I arrived in London relatively unscathed. I always do.
(I think I have about 12 dozen photos of my feet snapped at immigration at Heathrow.)
The driver met me and we sped off. By “sped,” I mean, “we sat in traffic for two hours” while I moaned and complained about a rapidly-approaching meeting. My friend The Englishman was also coming in from the States (though on a flight from Boston, arriving an hour later than mine) and I texted to let him know there was traffic.
This is worse and farther-reaching than the usual Hammersmith Flyover BS, I reported.
Should I cancel my car and take the train? he asked.
Don’t bother. It’ll probably all work out the same.
Well, hopefully you’re seeing the worst of it, he replied. He was kind like that; possibly he had no filter. This was He of the Prospective Super Luxury Car Purchase, after all.
Finally, we were close(ish) to my destination.
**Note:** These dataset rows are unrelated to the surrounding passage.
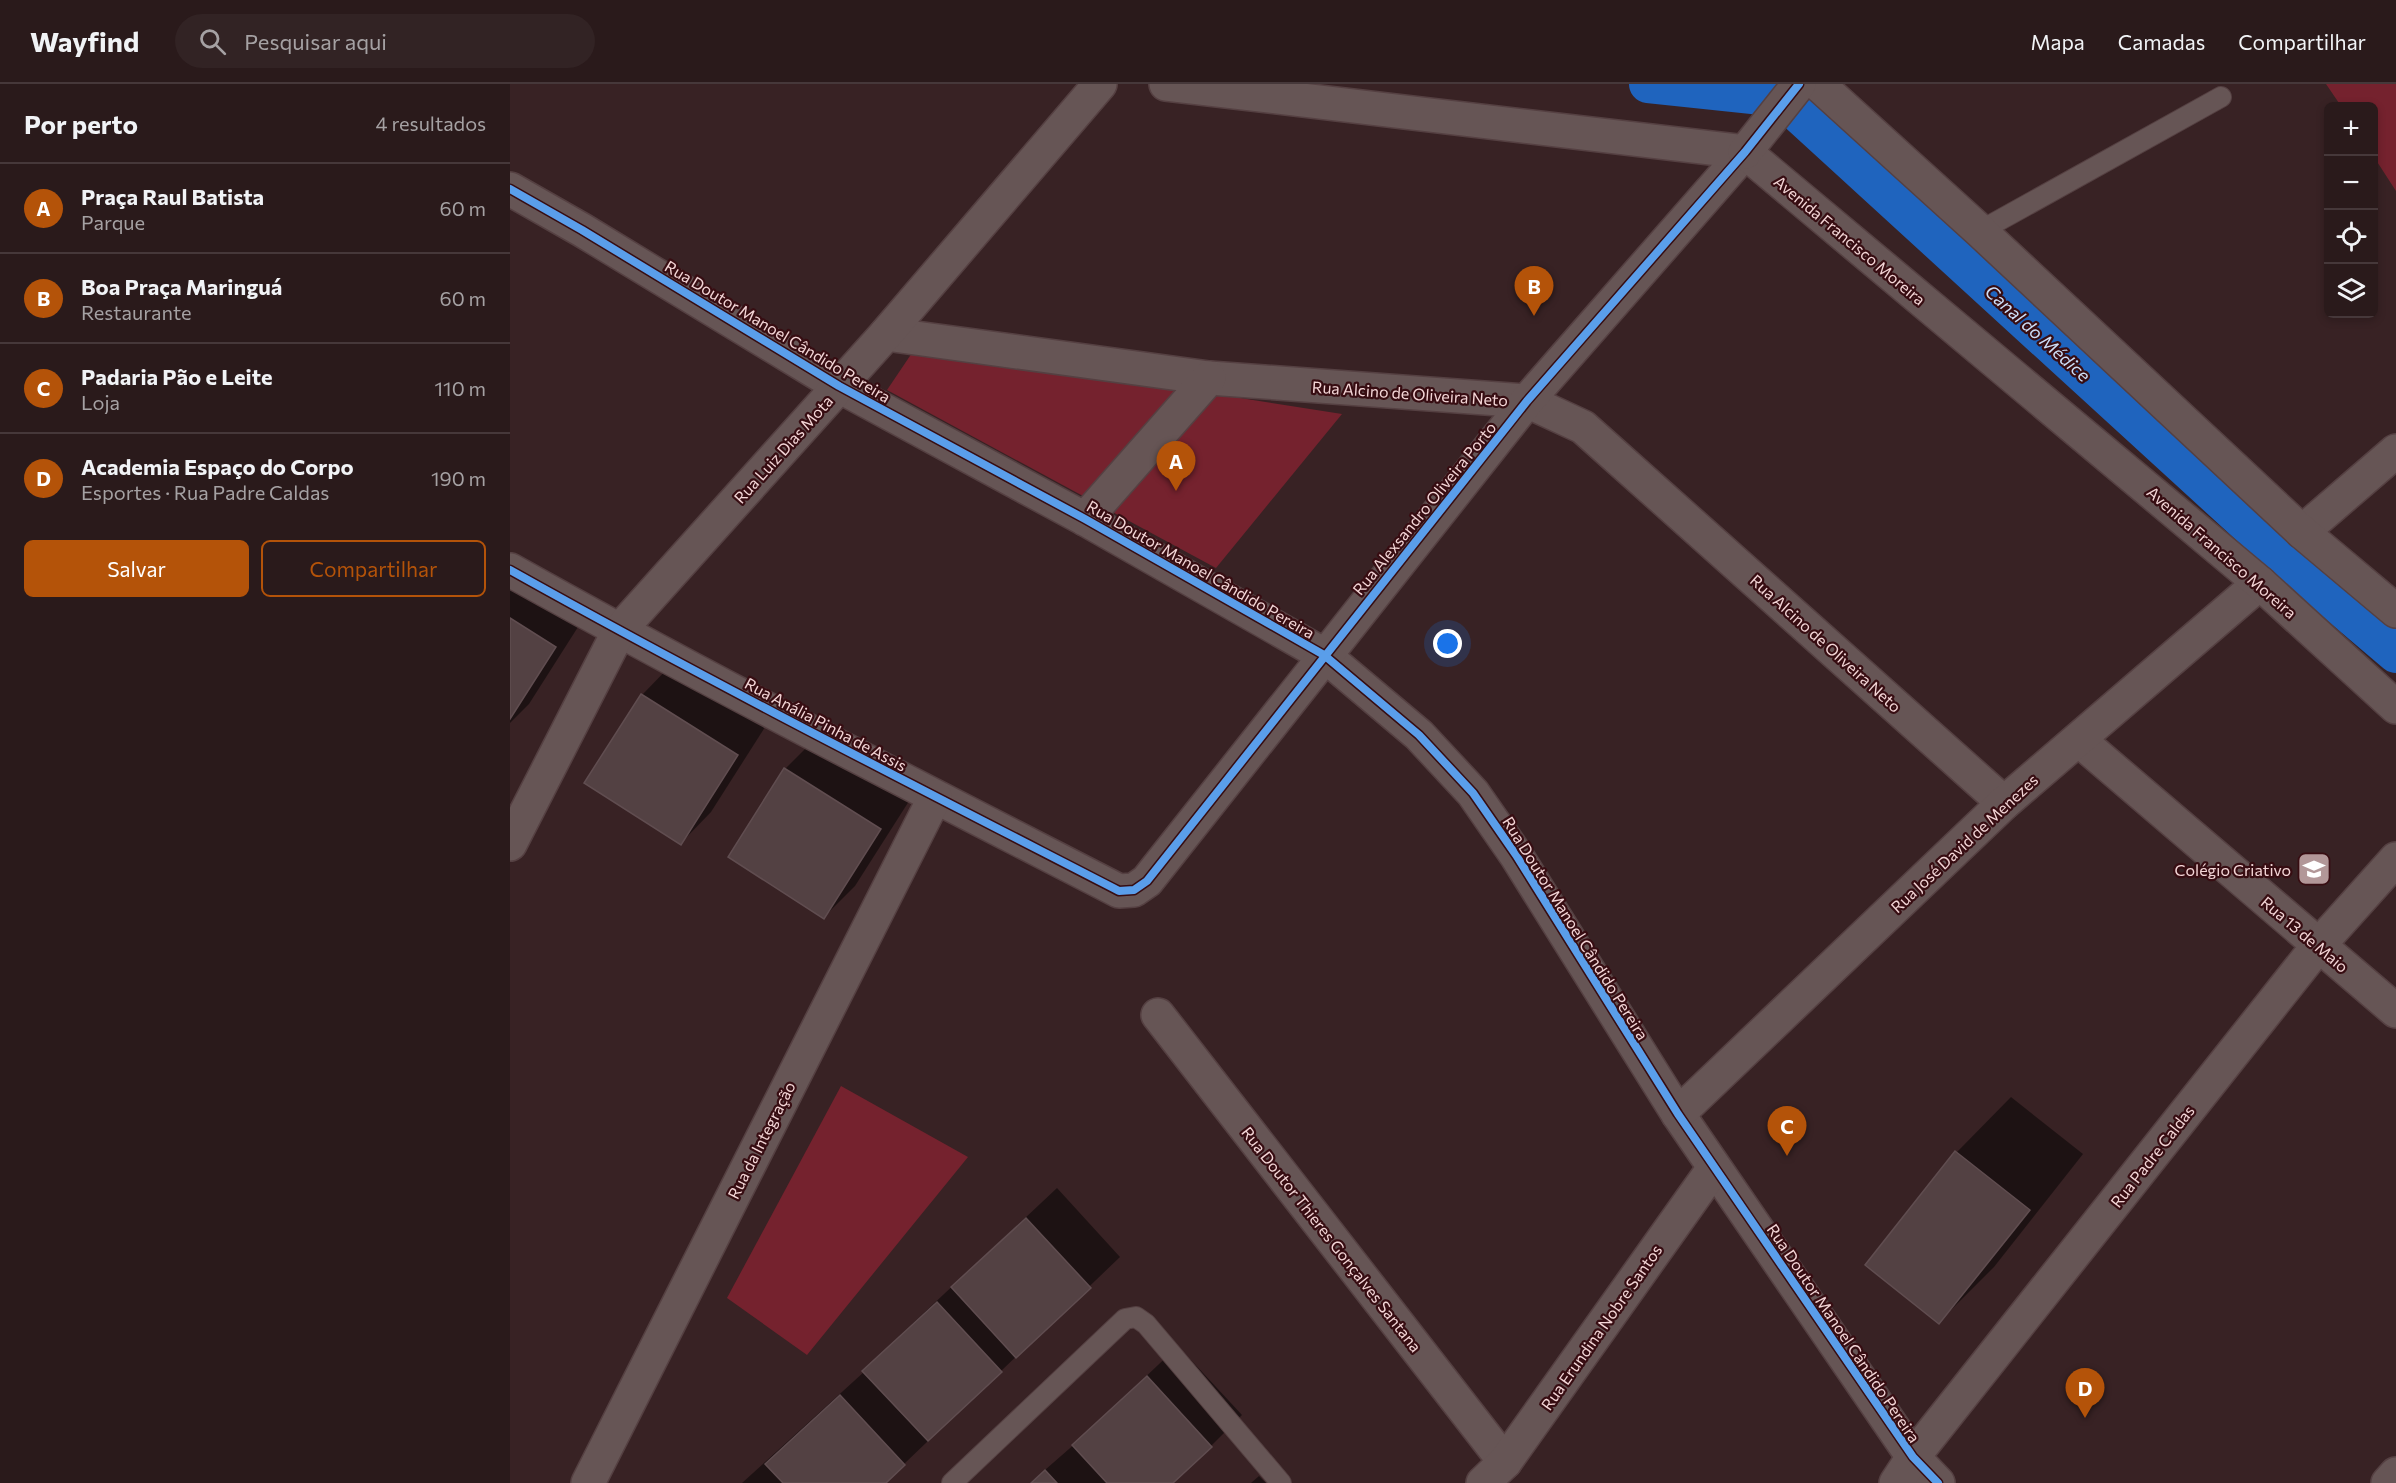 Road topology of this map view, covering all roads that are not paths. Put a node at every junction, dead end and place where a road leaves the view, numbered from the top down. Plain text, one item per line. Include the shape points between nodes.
1 (1100, 84) edge
2 (1166, 84) edge
3 (1799, 84) edge
4 (1818, 84) edge
5 (2221, 97) dead end
6 (1748, 148) junction
7 (510, 189) edge
8 (1980, 231) junction
9 (886, 334) junction
10 (1209, 378) junction
11 (839, 386) junction
12 (1527, 401) junction
13 (2396, 451) edge
14 (1085, 519) junction
15 (2302, 532) junction
16 (510, 570) edge
17 (2260, 583) junction
18 (2396, 611) edge
19 (619, 631) junction
20 (1324, 655) junction
21 (2396, 707) edge
22 (2079, 740) junction
23 (935, 797) junction
24 (2004, 803) junction
25 (510, 844) edge
26 (2396, 859) edge
27 (1134, 890) joint
28 (2318, 946) junction
29 (2396, 1011) edge
30 (1158, 1015) dead end
31 (1678, 1114) junction
32 (1714, 1168) junction
33 (1904, 1470) edge
34 (1494, 1473) edge
35 (2396, 1474) edge
36 (588, 1483) edge
37 (952, 1483) edge
38 (1281, 1483) edge
39 (1938, 1483) edge
40 (2388, 1483) edge

1 - 9 street, Rua Luiz Dias Mota
2 - 6 street
3 - 6 street, Rua Alexsandro Oliveira Porto
4 - 8 street
5 - 8 lane
6 - 12 street, Rua Alexsandro Oliveira Porto
6 - 17 street, Avenida Francisco Moreira
7 - 11 street, Rua Doutor Manoel Cândido Pereira
8 - 15 street
9 - 10 street, Rua Alcino de Oliveira Neto
9 - 11 street, Rua Luiz Dias Mota
10 - 12 street, Rua Alcino de Oliveira Neto
10 - 14 street
11 - 14 street, Rua Doutor Manoel Cândido Pereira
11 - 19 street, Rua Luiz Dias Mota
12 - 20 street, Rua Alexsandro Oliveira Porto
12 - 24 street, Rua Alcino de Oliveira Neto via 1583,428
13 - 15 street
14 - 20 street, Rua Doutor Manoel Cândido Pereira
15 - 18 street
16 - 19 street, Rua Anália Pinha de Assis
17 - 21 street, Avenida Francisco Moreira
17 - 22 street, Rua José David de Menezes
19 - 23 street, Rua Anália Pinha de Assis
19 - 25 street, Rua Luiz Dias Mota
20 - 27 street, Rua Alexsandro Oliveira Porto via 1147,881
20 - 31 street, Rua Doutor Manoel Cândido Pereira via 1419,735 1473,793
22 - 24 street, Rua José David de Menezes
22 - 28 street, Rua 13 de Maio
23 - 27 street, Rua Anália Pinha de Assis via 1119,891
23 - 36 street, Rua da Integração
24 - 31 street, Rua José David de Menezes
26 - 28 street, Rua Padre Caldas
28 - 29 street, Rua 13 de Maio
28 - 33 street, Rua Padre Caldas
30 - 34 street, Rua Doutor Thieres Gonçalves Santana
31 - 32 street, Rua Doutor Manoel Cândido Pereira
32 - 33 street, Rua Doutor Manoel Cândido Pereira
32 - 34 street, Rua Erundina Nobre Santos
33 - 39 street, Rua Doutor Manoel Cândido Pereira
35 - 40 street
37 - 38 lane via 1125,1319 1136,1317 1146,1323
Which then turned out to be not close at all, because I spent 30 mins in traffic one block away from where I was supposed to end up due to a massive traffic jam. Under ordinary circumstances, I’d have gotten out and walked. However, the crutch, the suitcase, the endless construction, and the high quality of the Mayfair sidewalks made that impossible.
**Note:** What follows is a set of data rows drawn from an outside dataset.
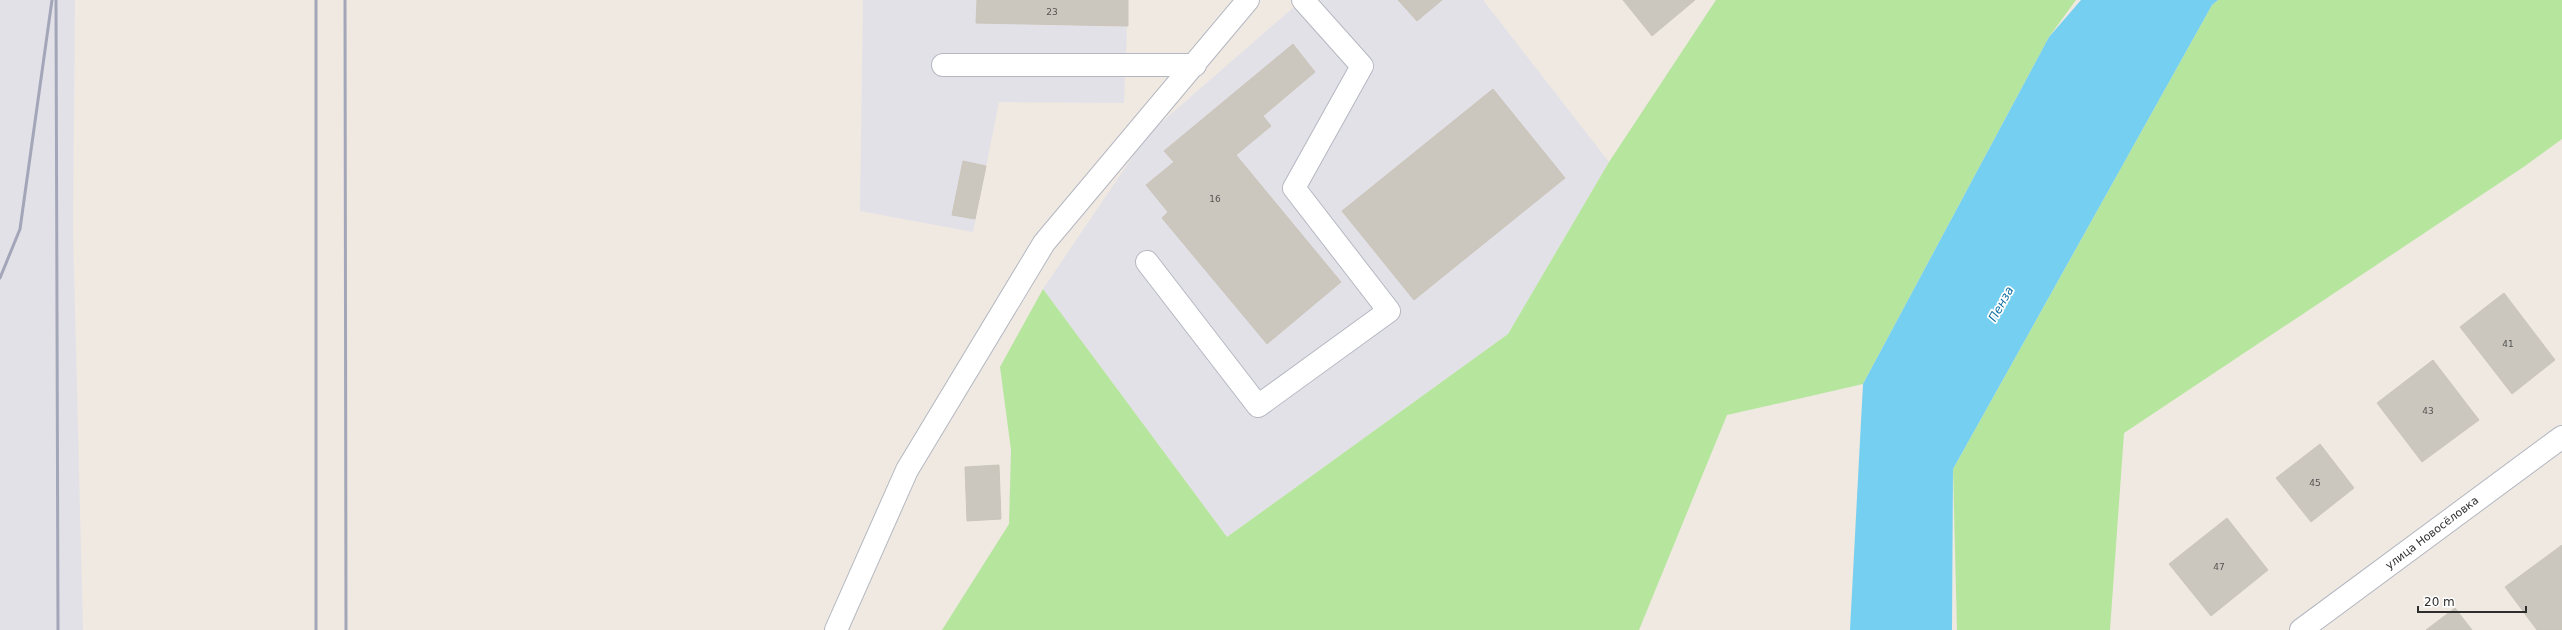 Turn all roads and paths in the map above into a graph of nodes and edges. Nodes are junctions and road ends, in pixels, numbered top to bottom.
1 (1248, 0) edge
2 (1303, 0) edge
3 (943, 65) dead end
4 (1194, 65) junction
5 (1147, 262) dead end
6 (2562, 437) edge
7 (836, 630) edge
8 (2301, 630) edge

1 - 4 street
2 - 5 street
3 - 4 street
4 - 7 street
6 - 8 street, улица Новосёловка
I finally made it to my hotel to change. I had 20 mins. I texted a friend in a timezone where humans were awake: What are the odds of me getting away with wearing a t-shirt to these meetings?
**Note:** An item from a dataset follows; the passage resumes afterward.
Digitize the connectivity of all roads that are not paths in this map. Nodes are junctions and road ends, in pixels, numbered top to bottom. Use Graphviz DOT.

The reply was mildly snarky.
I went with unwashed hair; an unpressed suit; a t-shirt.
You may critique my choice of heels. Let’s break this one down. First: they are my beloved Cole Haan Nike Air peep-toes, and are very comfortable. Second: I sprained the arch of my foot/likely tore a tendon or a ligament therein. I didn’t hurt my ankle or achilles. Third: I have unreasonably high arches. Wearing flats under these circumstances is considerably more painful on this injury than wearing the shoes pictured. Fourth: I have a few pairs of heels that are so high they are inappropriate for everyday wear, and I know that I shouldn’t wear them while injured. The heels I am wearing are very conservative, with a wide heel, and a lot of arch support.
The point being, when you next injure yourself, you can make choices about your footwear. Your right to make choices aboutmyfootwear, however, happens only if and when I am a bridesmaid in your wedding — and even then, that right is pretty circumscribed.
On my way to my first meeting, I was taken by the decorations in the Mayfair streets. There was something romantic about it to me.
I made it through a day of meetings; appointments; calls; firedrills; frantic matters. The intensity of everything astounded even me. Then it was off to a bar I love to meet PG and, later, the Englishman, for drinks and snacks. PG came over first, so we ordered some terrific food.
PG had convinced me to order Eton Mess for dessert. I’d never had it before, but it consists of meringue; whipped cream; berries. Like a pavlova, almost, but more delicious. Heaven in a dessert glass. I had to take a call in the middle of the puddingy delight, though, and PG — sneaky bastard — coopted the remainder of the treat!
The Englishman joined us as we finished the glass of berries and cream. PG, for reasons unbeknownst to me, began flipping through pictures on his phone of his blisters and wounds. I had to turn away. Then PG left, and The Englishman and I were left alone for a few glasses of wine.
It was strange, really. We’d found ourselves that way with increasing frequency: every few weeks, it was the two of us over dinner; us over drinks. Sometimes in London; once over the round table in my house. But it begged the question, again, that I had been asking for a year now: Was Levi-Strauss correct? In an encounter between two cultures, did you really have to find the right distance in order to get to know each other?